Hypogeum of Xaghra on Gozo Island, Malta. This media is about Maltese cultural property with inventory number 26. Photo by Hamelin de Guettelet (2008). CC BY-SA 3.0. Photo and caption source: “Xagħra Stone Circle”(2020). In: Wikipedia. The Free Encyclopedia.

Tradition holds that before the British government sealed up several tunnels, one could walk from one end of Malta to the other underground. One of the labyrinths, discovered by excavators, is the Hypogeum of Hal Saflini, in which excavators discovered the bones of over 33,000 people who had been sacrificed by an ancient pagan neolithic cult. National Geographic, Aug. 1940 issue, told of several school children who had disappeared without a trace in the Hypogeum. British embassy worker Miss Lois Jessup convinced a guide to allow her to explore a 3-ft. square “burial chamber” next to the floor of the lowest room in the last [3rd] sub-level of the catacombs. He reluctantly agreed and she crawled through the passage until emerging on a cavern ledge overlooking a deep chasm. In total shock she saw a procession of TALL humanoids with white hair covering their bodies walking along another ledge about 50 feet down on the opposite wall of the chasm. Sensing her they collectively lifted their palms in her direction at which a strong “wind” began to blow through the cavern and something big, “slippery and wet” moved past her before she left in terror to the lower room, where the guide gave her a “knowing” look. Later she returned after the 30 school children and their teacher[s] had disappeared in the same passage that she had explored, only to find a new guide who denied any knowledge of the former guides’ employment there. She heard reports however that after the last child had passed through the “burial chamber” and out onto the ledge, a “cave-in” collapsed the burial chamber and the rope connecting them to the lower chamber was later found to be “cut clean”. Grieving Mothers of several of the children swore that for a week or more following the disappearance they could hear their children crying and screaming “as if from underground”. Other sources state that an underground connection exists or did exist between Malta and reaches hundreds of miles and intersects the catacombs below the hill Vaticanus in Rome. 

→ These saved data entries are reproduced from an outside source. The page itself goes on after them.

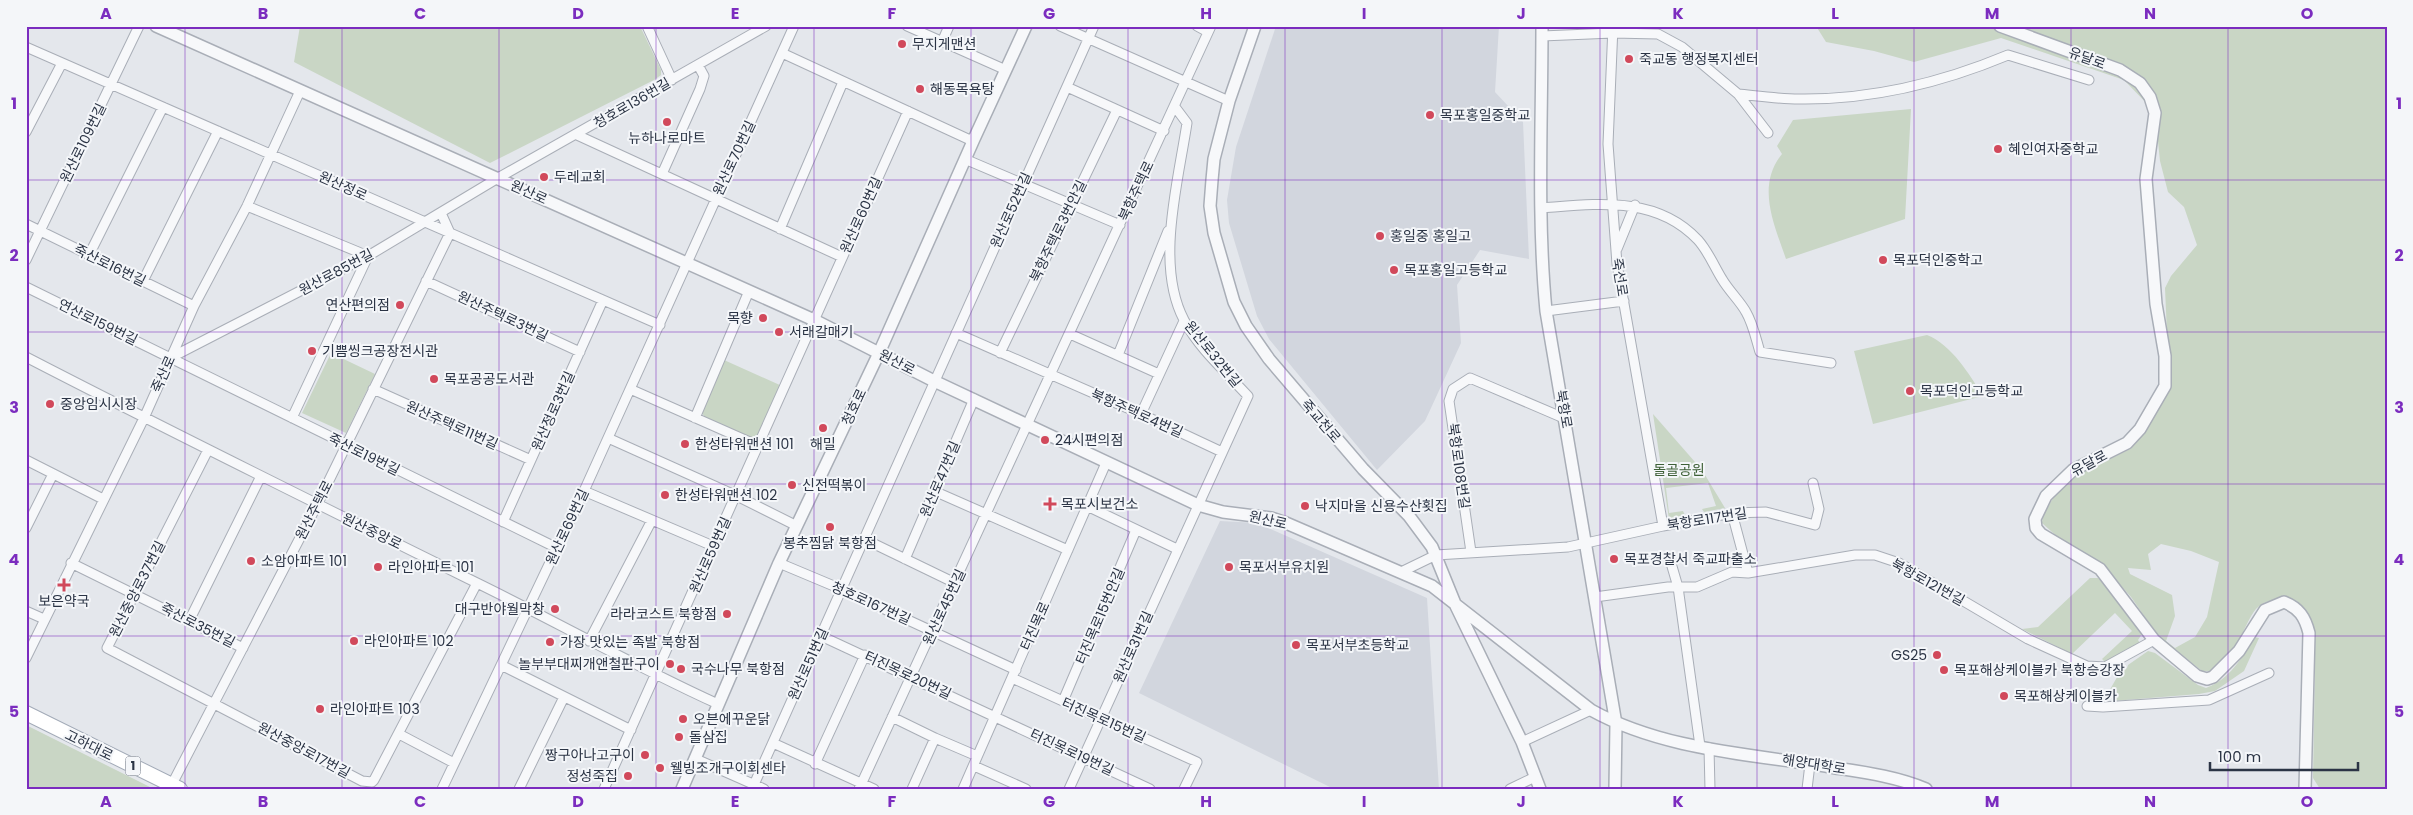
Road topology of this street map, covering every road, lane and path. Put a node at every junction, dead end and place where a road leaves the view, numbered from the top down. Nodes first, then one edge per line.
1 (139, 26) edge
2 (156, 26) edge
3 (647, 26) edge
4 (766, 26) edge
5 (794, 26) edge
6 (907, 26) edge
7 (948, 26) edge
8 (1026, 26) edge
9 (1060, 26) edge
10 (1094, 26) edge
11 (1197, 26) edge
12 (1255, 26) edge
13 (2000, 26) edge
14 (1210, 29) edge
15 (1613, 30) edge
16 (1542, 31) edge
17 (1089, 39) junction
18 (942, 42) junction
19 (26, 47) edge
20 (782, 53) junction
21 (62, 63) junction
22 (698, 65) junction
23 (1006, 70) junction
24 (672, 80) junction
25 (2089, 80) dead end
26 (843, 82) junction
27 (1186, 83) junction
28 (112, 85) junction
29 (1067, 87) junction
30 (300, 91) junction
31 (1738, 94) junction
32 (1229, 100) junction
33 (1175, 107) junction
34 (164, 108) junction
35 (1117, 110) junction
36 (908, 111) junction
37 (1164, 130) junction
38 (26, 132) edge
39 (218, 132) junction
40 (1768, 133) dead end
41 (577, 135) junction
42 (974, 139) junction
43 (271, 155) junction
44 (967, 160) junction
45 (662, 174) junction
46 (498, 178) junction
47 (1024, 182) junction
48 (715, 198) junction
49 (1071, 203) junction
50 (1612, 203) junction
51 (1634, 205) junction
52 (246, 206) junction
53 (1541, 208) junction
54 (440, 212) junction
55 (425, 222) junction
56 (26, 224) edge
57 (1171, 224) junction
58 (1120, 225) junction
59 (780, 229) junction
60 (40, 231) junction
61 (450, 233) junction
62 (1616, 252) junction
63 (90, 255) junction
64 (368, 256) junction
65 (842, 257) junction
66 (26, 260) edge
67 (686, 263) junction
68 (143, 281) junction
69 (426, 281) junction
70 (26, 287) edge
71 (749, 291) junction
72 (603, 300) junction
73 (1624, 301) junction
74 (194, 306) junction
75 (1546, 311) junction
76 (814, 320) junction
77 (1184, 321) junction
78 (660, 325) junction
79 (956, 333) junction
80 (1070, 334) junction
81 (580, 352) junction
82 (1000, 353) junction
83 (880, 354) junction
84 (1118, 355) junction
85 (26, 357) edge
86 (170, 358) junction
87 (1831, 363) dead end
88 (1160, 374) junction
89 (1051, 376) junction
90 (934, 381) junction
91 (373, 389) junction
92 (630, 389) junction
93 (974, 399) junction
94 (1141, 414) junction
95 (144, 418) junction
96 (292, 418) junction
97 (695, 418) junction
98 (1566, 419) junction
99 (1028, 424) junction
100 (608, 438) junction
101 (346, 445) junction
102 (759, 446) junction
103 (208, 450) junction
104 (1222, 452) junction
105 (26, 460) edge
106 (531, 460) junction
107 (1106, 463) junction
108 (54, 474) junction
109 (261, 476) junction
110 (1812, 483) dead end
111 (584, 491) junction
112 (934, 492) junction
113 (737, 496) junction
114 (103, 499) junction
115 (317, 505) junction
116 (1198, 505) junction
117 (1087, 506) junction
118 (1732, 513) junction
119 (986, 515) junction
120 (652, 520) junction
121 (503, 522) junction
122 (798, 526) junction
123 (1663, 526) junction
124 (26, 528) edge
125 (1136, 530) junction
126 (864, 539) junction
127 (1586, 543) junction
128 (713, 546) junction
129 (557, 548) junction
130 (1176, 549) junction
131 (1068, 550) junction
132 (1471, 552) junction
133 (1436, 555) junction
134 (905, 558) junction
135 (72, 563) junction
136 (779, 563) junction
137 (1671, 563) dead end
138 (1401, 572) junction
139 (1748, 573) junction
140 (477, 582) junction
141 (955, 583) junction
142 (1678, 587) junction
143 (841, 589) junction
144 (134, 593) junction
145 (1595, 597) junction
146 (1456, 606) junction
147 (528, 609) junction
148 (26, 610) edge
149 (44, 619) junction
150 (189, 621) junction
151 (932, 631) junction
152 (820, 636) junction
153 (2154, 640) junction
154 (589, 641) junction
155 (243, 648) junction
156 (865, 655) junction
157 (26, 658) edge
158 (501, 665) junction
159 (2269, 673) dead end
160 (1014, 674) junction
161 (656, 676) junction
162 (911, 677) junction
163 (564, 697) junction
164 (1063, 701) junction
165 (214, 703) junction
166 (718, 704) junction
167 (2087, 706) dead end
168 (1591, 710) junction
169 (26, 714) edge
170 (995, 716) junction
171 (892, 717) junction
172 (1102, 719) junction
173 (1616, 724) junction
174 (631, 730) junction
175 (399, 734) junction
176 (934, 738) junction
177 (1522, 742) junction
178 (773, 743) junction
179 (1705, 747) junction
180 (977, 756) junction
181 (1085, 758) junction
182 (696, 759) junction
183 (454, 763) junction
184 (815, 764) junction
185 (1810, 764) junction
186 (974, 766) junction
187 (1535, 777) junction
188 (860, 786) edge
189 (753, 787) edge
190 (174, 788) edge
191 (442, 789) edge
192 (519, 789) edge
193 (604, 789) edge
194 (682, 789) edge
195 (764, 789) edge
196 (874, 789) edge
197 (912, 789) edge
198 (963, 789) edge
199 (1025, 789) edge
200 (1069, 789) edge
201 (1150, 789) edge
202 (1184, 789) edge
203 (1510, 789) edge
204 (1540, 789) edge
205 (1615, 789) edge
206 (1710, 789) edge
207 (1807, 789) edge
208 (1926, 789) edge
209 (2305, 789) edge

1 - 28 street, 원산로109번길
2 - 30 street, 원산로
3 - 24 street
4 - 22 street, 청호로136번길
5 - 20 street, 원산로70번길
6 - 18 street
7 - 18 street
8 - 23 street, 청호로
9 - 17 street
10 - 17 street, 원산로52번길
11 - 14 street
12 - 32 street, 죽교천로
13 - 153 street, 유달로
14 - 27 street, 북항주택로
15 - 16 street
15 - 31 street
15 - 50 street, 죽선로
16 - 53 street, 북항로
17 - 27 street
17 - 29 street, 원산로52번길
18 - 23 street
19 - 21 street, 원산정로
20 - 26 street
20 - 48 street, 원산로70번길
21 - 28 street, 원산정로
21 - 38 street
22 - 24 street, 청호로136번길
22 - 45 street
23 - 42 street, 청호로
24 - 41 street, 청호로136번길
25 - 31 street
26 - 36 street
26 - 59 street
27 - 32 street
27 - 33 street, 북항주택로
28 - 34 street, 원산정로
28 - 60 street, 원산로109번길
29 - 35 street
29 - 47 street, 원산로52번길
30 - 43 street, 죽산로
30 - 46 street, 원산로
31 - 40 street
32 - 133 street, 죽교천로
33 - 37 street, 북항주택로
33 - 57 street, 원산로32번길
34 - 39 street, 원산정로
34 - 63 street
35 - 37 street
35 - 49 street, 북항주택로3번안길
36 - 42 street
36 - 65 street, 원산로60번길
37 - 58 street, 북항주택로
39 - 43 street, 원산정로
39 - 68 street
41 - 45 street
41 - 46 street, 청호로136번길
42 - 44 street, 청호로
43 - 52 street, 죽산로
43 - 55 street, 원산정로
44 - 47 street
44 - 83 street, 청호로
45 - 48 street
46 - 54 street, 원산로85번길
46 - 67 street, 원산로
47 - 49 street
47 - 79 street, 원산로52번길
48 - 59 street
48 - 67 street, 원산로70번길
49 - 58 street
49 - 82 street, 북항주택로3번안길
50 - 51 street
50 - 53 street
50 - 62 street, 죽선로
51 - 62 street
51 - 87 street
52 - 64 street
52 - 74 street, 죽산로
53 - 75 street, 북항로
54 - 55 street, 원산로85번길
54 - 61 street
55 - 61 street, 원산정로
55 - 64 street, 원산로85번길
56 - 60 street, 죽산로16번길
57 - 77 street, 원산로32번길
57 - 84 street
58 - 80 street, 북항주택로
59 - 65 street
60 - 63 street, 죽산로16번길
60 - 66 street, 원산로109번길
61 - 69 street, 원산주택로
61 - 72 street, 원산정로
62 - 73 street, 죽선로
63 - 68 street, 죽산로16번길
64 - 86 street, 원산로85번길
64 - 96 street
65 - 76 street, 원산로60번길
67 - 71 street, 원산로
67 - 78 street, 원산로69번길
68 - 74 street, 죽산로16번길
69 - 81 street, 원산주택로3번길
69 - 91 street, 원산주택로
70 - 86 street, 연산로159번길
71 - 76 street, 원산로
71 - 97 street
72 - 78 street, 원산정로
72 - 81 street, 원산정로3번길
73 - 75 street
73 - 123 street, 죽선로
74 - 86 street, 죽산로
75 - 98 street, 북항로
76 - 83 street, 원산로
76 - 102 street, 원산로59번길
77 - 88 street
77 - 104 street, 원산로32번길
78 - 92 street, 원산로69번길
79 - 82 street, 북항주택로4번길
79 - 90 street, 원산로52번길
80 - 84 street
80 - 89 street, 북항주택로
81 - 106 street, 원산정로3번길
82 - 89 street, 북항주택로4번길
83 - 90 street, 원산로
83 - 122 street, 청호로
84 - 88 street
85 - 95 street, 원산중앙로
86 - 95 street, 죽산로
86 - 96 street, 죽산로19번길
88 - 94 street
89 - 94 street, 북항주택로4번길
89 - 99 street, 북항주택로
90 - 93 street, 원산로
90 - 126 street, 원산로51번길
91 - 101 street, 원산주택로
91 - 106 street, 원산주택로11번길
92 - 97 street
92 - 100 street, 원산로69번길
93 - 99 street, 원산로
93 - 112 street, 원산로47번길
94 - 104 street, 북항주택로4번길
95 - 103 street, 원산중앙로
95 - 114 street, 죽산로
96 - 101 street, 죽산로19번길
97 - 102 street
98 - 127 street, 북항로
98 - 132 street, 북항로108번길
99 - 107 street, 원산로
99 - 119 street, 원산로45번길
100 - 111 street, 원산로69번길
100 - 113 street
101 - 115 street, 원산주택로
101 - 121 street, 죽산로19번길
102 - 113 street, 원산로59번길
103 - 109 street, 원산중앙로
103 - 144 street, 원산중앙로37번길
104 - 116 street, 원산로32번길
105 - 108 street
106 - 121 street, 원산정로3번길
107 - 116 street, 원산로
107 - 117 street, 터진목로
108 - 114 street
108 - 124 street
109 - 115 street, 원산중앙로
109 - 150 street
110 - 118 street, 북항로117번길
111 - 120 street
111 - 129 street, 원산로69번길
112 - 119 street
112 - 134 street, 원산로47번길
113 - 122 street
113 - 128 street, 원산로59번길
114 - 135 street, 죽산로
115 - 140 street, 원산중앙로
115 - 155 street, 원산주택로
116 - 130 street, 원산로31번길
116 - 138 street, 원산로
117 - 125 street
117 - 131 street, 터진목로
118 - 123 street, 북항로117번길
118 - 139 street
119 - 131 street
119 - 141 street, 원산로45번길
120 - 128 street
120 - 154 street
121 - 129 street, 죽산로19번길
122 - 136 street, 청호로
123 - 127 street, 북항로117번길
125 - 130 street
125 - 164 street, 터진목로15번안길
126 - 134 street
126 - 143 street, 원산로51번길
127 - 132 street
127 - 145 street, 북항로
128 - 161 street, 원산로59번길
129 - 147 street, 원산로69번길
130 - 172 street, 원산로31번길
131 - 160 street, 터진목로
132 - 133 street
133 - 138 street
133 - 146 street, 죽교천로
134 - 141 street
135 - 144 street, 죽산로35번길
135 - 149 street, 죽산로
136 - 143 street, 청호로167번길
136 - 166 street, 청호로
137 - 142 street
138 - 146 street, 원산로
139 - 142 street, 북항로121번길
139 - 153 street, 북항로121번길
140 - 147 street, 원산중앙로
140 - 175 street, 원산중앙로17번길
141 - 151 street, 원산로45번길
142 - 145 street, 북항로121번길
142 - 179 street
143 - 151 street, 청호로167번길
143 - 152 street, 원산로51번길
144 - 150 street, 죽산로35번길
144 - 165 street, 원산중앙로37번길
145 - 173 street, 북항로
146 - 168 street, 원산로
146 - 177 street, 죽교천로
147 - 154 street, 원산중앙로
147 - 158 street, 원산로69번길
148 - 149 street
149 - 157 street, 죽산로
150 - 155 street, 죽산로35번길
151 - 160 street, 청호로167번길
151 - 162 street, 원산로45번길
152 - 156 street, 터진목로20번길
152 - 178 street, 원산로51번길
153 - 209 street, 유달로
154 - 161 street, 원산중앙로
155 - 165 street, 원산주택로
156 - 162 street, 터진목로20번길
156 - 184 street
158 - 163 street
158 - 183 street, 원산로69번길
159 - 167 street
160 - 164 street, 터진목로15번길
160 - 170 street, 터진목로
161 - 166 street, 원산중앙로
161 - 174 street, 원산로59번길
162 - 170 street, 터진목로20번길
162 - 171 street, 원산로45번길
163 - 174 street
163 - 192 street
164 - 172 street, 터진목로15번길
165 - 175 street, 원산중앙로17번길
165 - 190 street, 원산주택로
166 - 182 street, 청호로
168 - 173 street, 원산로
168 - 177 street
169 - 190 main road, 고하대로 / 1
170 - 180 street, 터진목로
170 - 181 street, 터진목로19번길
171 - 176 street
171 - 188 street, 원산로45번길
172 - 181 street, 원산로31번길
172 - 202 street, 터진목로15번길
173 - 179 street, 해양대학로
173 - 205 street, 북항로
174 - 193 street, 원산로59번길
175 - 183 street
176 - 180 street
176 - 197 street
177 - 187 street, 죽교천로
178 - 184 street
178 - 189 street, 원산로51번길
179 - 185 street, 해양대학로
179 - 206 street
180 - 186 street, 터진목로
181 - 200 street, 원산로31번길
181 - 201 street, 터진목로19번길
182 - 189 street
182 - 194 street, 청호로
183 - 191 street, 원산로69번길
184 - 188 street
185 - 207 street
185 - 208 street, 해양대학로
186 - 198 street, 터진목로
186 - 199 street
187 - 203 street
187 - 204 street, 죽교천로
188 - 196 street
189 - 195 street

Riley Crabb, akin Commander X (1940). “The Reality of the Cavern World”. Reprinted in: Enigma Fantastique by Dr. W. Gordon Allen (1966). Text source: Lyn Funnell  (2014) “Malta’s Catacombs, Aliens & The Disappearing Children; True or Urban Myth?” In: B-C-ing-U.

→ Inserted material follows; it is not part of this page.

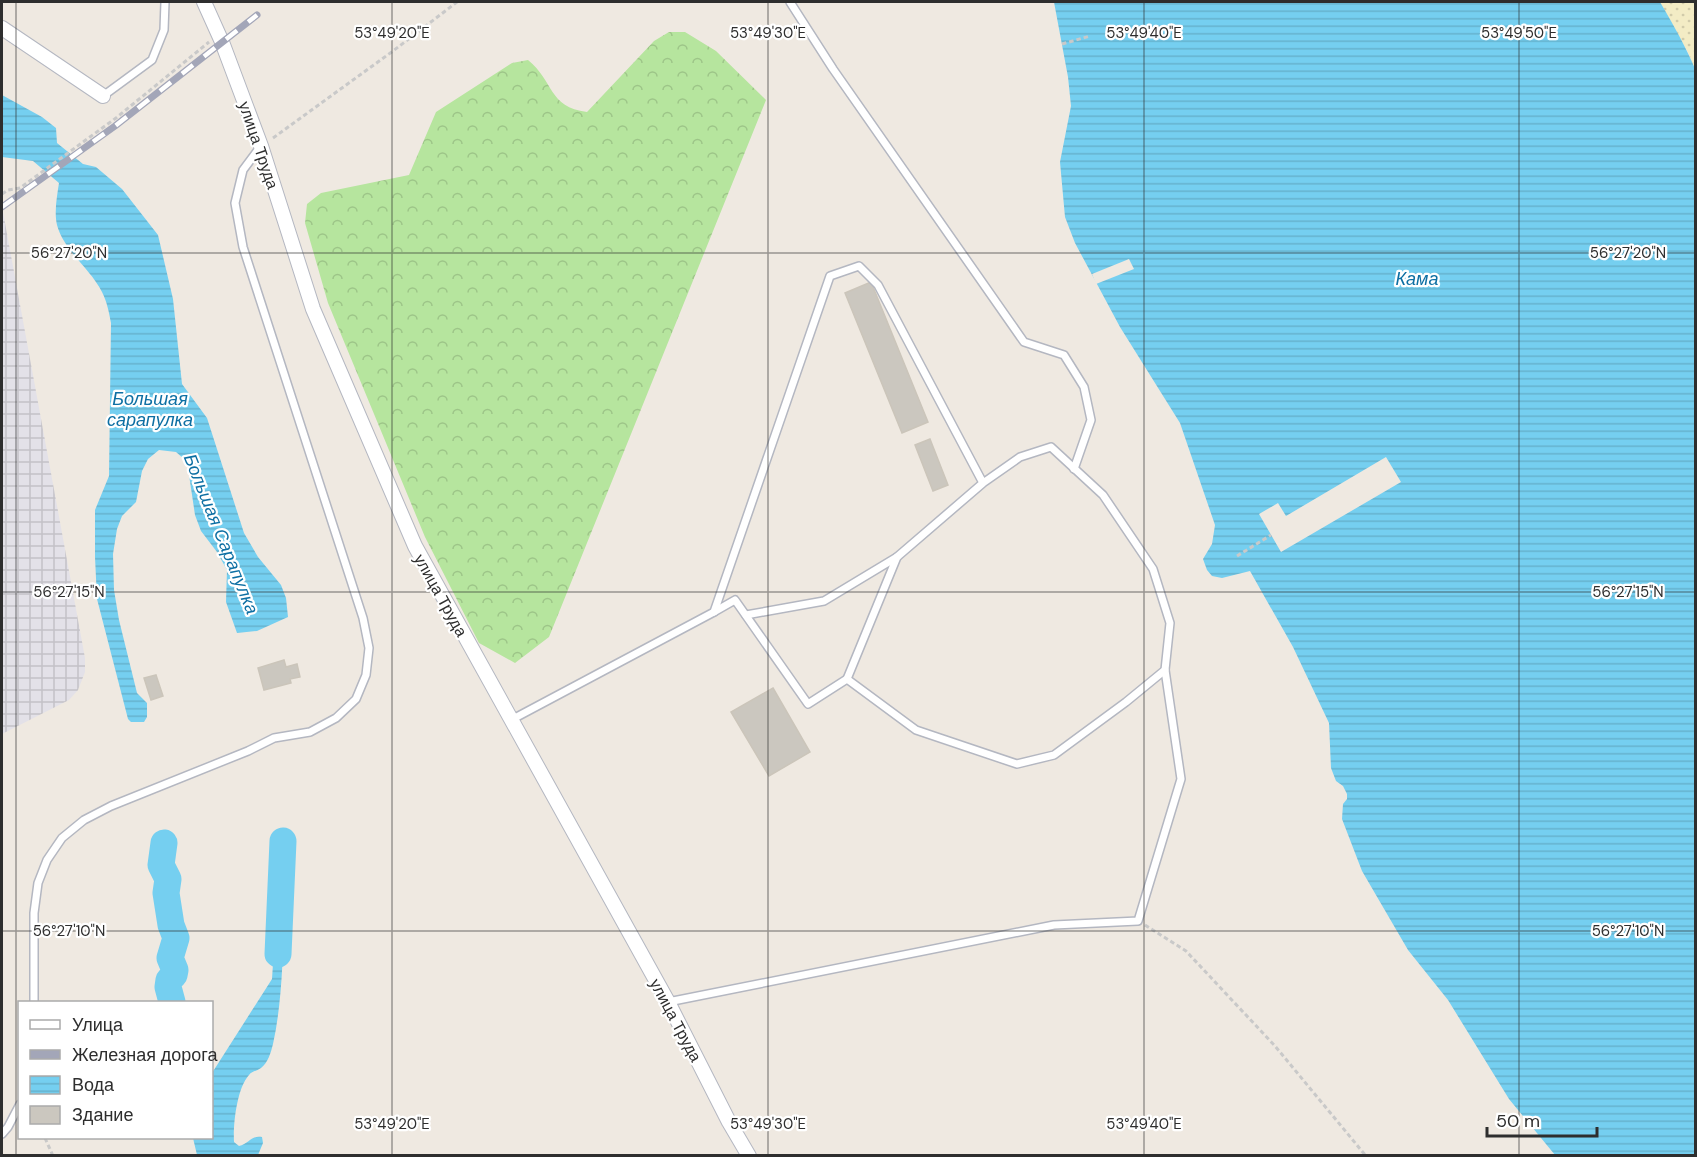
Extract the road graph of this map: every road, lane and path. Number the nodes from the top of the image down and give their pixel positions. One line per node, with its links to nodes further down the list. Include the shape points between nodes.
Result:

One of numerous cavities on Malta; the Cave of Għar Dalam, Triq Għar Dalam in Birżebbuġa. Photo by Frank Vincentz (2013). CC BY-SA 3.0. Photo source: “Għar Dalam” (2021). In: Wikipedia. The Free Encyclopedia.

I was really grabbed by these two stories (Cf. Funnell 2014). Even more mysterious is Lois Jessup’s own experience she had on the Hypogeum’s Lower Level (Cf. Funnell 2014; Tajemnice Historii 2016). Yet on my way to the Hypogeum I asked a driver if he knew anything of the children who had got lost in there before the war. He replied that he had never heard about it but actually it was good I mentioned that as he would have never let his daughter go there …

Anyway, as far as I know one is not allowed to enter the Hypogeum with a child younger than six years old.

Deliberate disinformation or accidental lack of sources?

Mainly due to such publications from the 1960s, as the article by Riley Crabb, the story of the missing children and other mysteries of the Hypogeum were endlessly repeated on the Internet, yet during the first decade of the twenty-first century (Haughton 2009:168). According to these stories, which unfortunately lack actual sources one could follow and verify, thirty children disappeared along with their teachers during a school trip to Ħal Saflieni Hypogeum (Haughton 2009:168; Tajemnice Historii 2016). Before they came down deeper, they had been secured with a long rope that was attached at the entrance to the corridor (Haughton 2009:168; Tajemnice Historii 2016). Nevertheless, the same rope that was supposed to ensure their safe return was found cut clean (Haughton 2009:168; Tajemnice Historii 2016). Moreover, the entrance to the tunnel in which the children disappeared was said to have eventually been boarded up (Jessup 1958-1960).

There are also mentioned new archaeological elements that were not provided either by the author of the National Geographic (1940) article or by earlier archaeological reports from the conducted field works (see: Maltese History in the Negative); accordingly, instead of the 7,000 excavated skeletons, there is a note of the bodies of over 33,000 buried people who had been probably sacrificed to a chthonic deity from the Hypogeum (Haughton 2009:168).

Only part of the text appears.